In Colonial Academic Alliance Everyone Is on the Same Team
Posted: January 25, 2007 at 1:00 am, Last Updated: November 30, -0001 at 12:00 am
By David Driver
On the basketball court and soccer fields, the 12 members of the Colonial Athletic Association can be intense rivals.
But thanks to the Colonial Academic Alliance, the students, faculty and staff who attend CAA schools are teammates.
The Colonial Academic Alliance is the academic consortium that links 12 colleges and universities in programs that improve the quality of teaching and learning for all. The alliance was created by CAA presidents in 2002, and is administered by the provosts of the member schools.
Two years ago this month, Mary Frances Forcier took over as the first director of the alliance, which is based at George Mason. There are more than 200,000 students and about 10,000 faculty at the member schools.
“We compete athletically, but we collaborate academically. It is not primarily an athletic initiative, but it runs parallel to the conference. It’s a way of building relationships among the conference schools by working with them to share resources and develop new programs,” says Forcier.
One of the key programs of the alliance is the annual undergraduate research conference, which brings together some of the best students from member schools. About 90 students from all 12 schools attended the conference last year at James Madison University. The event, by coincidence, was held during Final Four weekend, and the conference ended in time for participants to cheer on member school George Mason in the national semifinals in men’s basketball.
While the alliance is not primarily an athletic endeavor, Forcier notes, the success of the conference’s athletic programs can bring additional visibility to its members’ academic programs. “We have seen how much visibility athletics can bring to academics,” she says, noting Mason’s Final Four run last season.

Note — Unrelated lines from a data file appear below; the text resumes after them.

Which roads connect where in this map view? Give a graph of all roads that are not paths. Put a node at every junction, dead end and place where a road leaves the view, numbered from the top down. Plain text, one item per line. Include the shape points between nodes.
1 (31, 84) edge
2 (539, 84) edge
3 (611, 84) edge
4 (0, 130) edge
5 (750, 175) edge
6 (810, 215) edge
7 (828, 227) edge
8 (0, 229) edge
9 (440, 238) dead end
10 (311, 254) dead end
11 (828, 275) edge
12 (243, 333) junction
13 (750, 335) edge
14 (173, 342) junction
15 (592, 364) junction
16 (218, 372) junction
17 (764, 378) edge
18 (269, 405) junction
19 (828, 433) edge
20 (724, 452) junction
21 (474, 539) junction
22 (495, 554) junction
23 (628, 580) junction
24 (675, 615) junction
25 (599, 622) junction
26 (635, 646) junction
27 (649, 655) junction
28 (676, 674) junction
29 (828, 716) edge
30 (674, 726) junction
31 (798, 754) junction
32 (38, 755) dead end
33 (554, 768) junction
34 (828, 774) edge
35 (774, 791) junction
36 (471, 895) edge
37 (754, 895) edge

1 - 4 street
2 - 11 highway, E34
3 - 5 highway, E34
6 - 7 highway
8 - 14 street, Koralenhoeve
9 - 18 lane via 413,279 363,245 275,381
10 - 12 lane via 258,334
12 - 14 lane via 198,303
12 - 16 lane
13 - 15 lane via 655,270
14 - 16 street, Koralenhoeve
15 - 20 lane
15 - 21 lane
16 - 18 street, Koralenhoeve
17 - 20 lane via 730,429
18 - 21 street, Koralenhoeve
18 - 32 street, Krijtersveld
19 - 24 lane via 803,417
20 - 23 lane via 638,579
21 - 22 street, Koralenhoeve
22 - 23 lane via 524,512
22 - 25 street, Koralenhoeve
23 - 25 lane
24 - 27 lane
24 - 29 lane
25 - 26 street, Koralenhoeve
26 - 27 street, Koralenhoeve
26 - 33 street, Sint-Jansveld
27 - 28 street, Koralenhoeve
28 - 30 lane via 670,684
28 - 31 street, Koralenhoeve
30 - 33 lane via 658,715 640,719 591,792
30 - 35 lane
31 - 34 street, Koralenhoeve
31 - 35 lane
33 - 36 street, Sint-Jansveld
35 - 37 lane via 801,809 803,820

The alliance seeks to involve as many of its members as possible in its programs. This year’s undergraduate research conference, for example, will be held in April at the University of North Carolina at Wilmington, and the 2008 event is slated for Towson University near Baltimore.
In addition to George Mason, JMU, UNC-Wilmington and Towson, other CAA members are the University of Delaware, Drexel University, Georgia State University, Hofstra University, Northeastern University, Old Dominion University, Virginia Commonwealth University and the College of William and Mary.
One of the member provosts serves as chair of the alliance’s executive committee on a rotating basis; this academic year’s chair is Ron Henry, Provost at Georgia State.
Forcier reports to Mason Provost Peter Stearns and the 12 CAA provosts, and talks regularly with CAA Commissioner Tom Yeager. Forcier says the alliance is modeled after the Committee of Institutional Cooperation, which the Big 10 conference began in the 1950s.
“Not all 12 schools have to be involved in everything,” says Forcier. “But critical mass is important. The only way you can make a consortium work is if it benefits in some way, through some program, all 12 schools.”
One of those programs might involve the coordination of study-abroad opportunities for students at CAA schools. Mason student Lexi Soya, for example, will study in Paris this semester through a program that originated at the University of Delaware. But her credits will come through Mason.
Alliance schools also share information that is pertinent to each campus. The senior student affairs officers recently met at George Mason. They are planning staff exchanges, a conference on residential life and “alternative spring breaks” that would involve students from CAA schools.
About a half dozen other CAA “interest groups” have met in the past two years to develop ways in which they can work together. Language department chairs, for example, are looking into the feasibility of offering less commonly taught languages, such as Korean or Farsi, using distance learning or intensive language summer institutes.
Richard Florida, Hirst Professor in the School of Public Policy, spoke in September as part of the Vision Series at Mason; his presentation will be shared with the other campuses through a television series, “CAA Perspectives,” that will air on the various campus television systems.
Because the CAA stretches from Boston to Atlanta, Forcier says it is important to discover not only what the schools have in common, but also their unique programs that can be shared with other members.
Several member schools are located close to the Atlantic Ocean, which might foster a meaningful exchange of ideas between marine science students and faculty, as well as provide opportunities for “inland” students to take advantage of coastal opportunities.
“All of these universities are willing to work together in new ways to benefit their students and faculty members,” says Forcier, who has a bachelor’s degree from Lehigh University and a PhD in history and policy from Carnegie Mellon University.
“The alliance exists to make that collaboration happen.”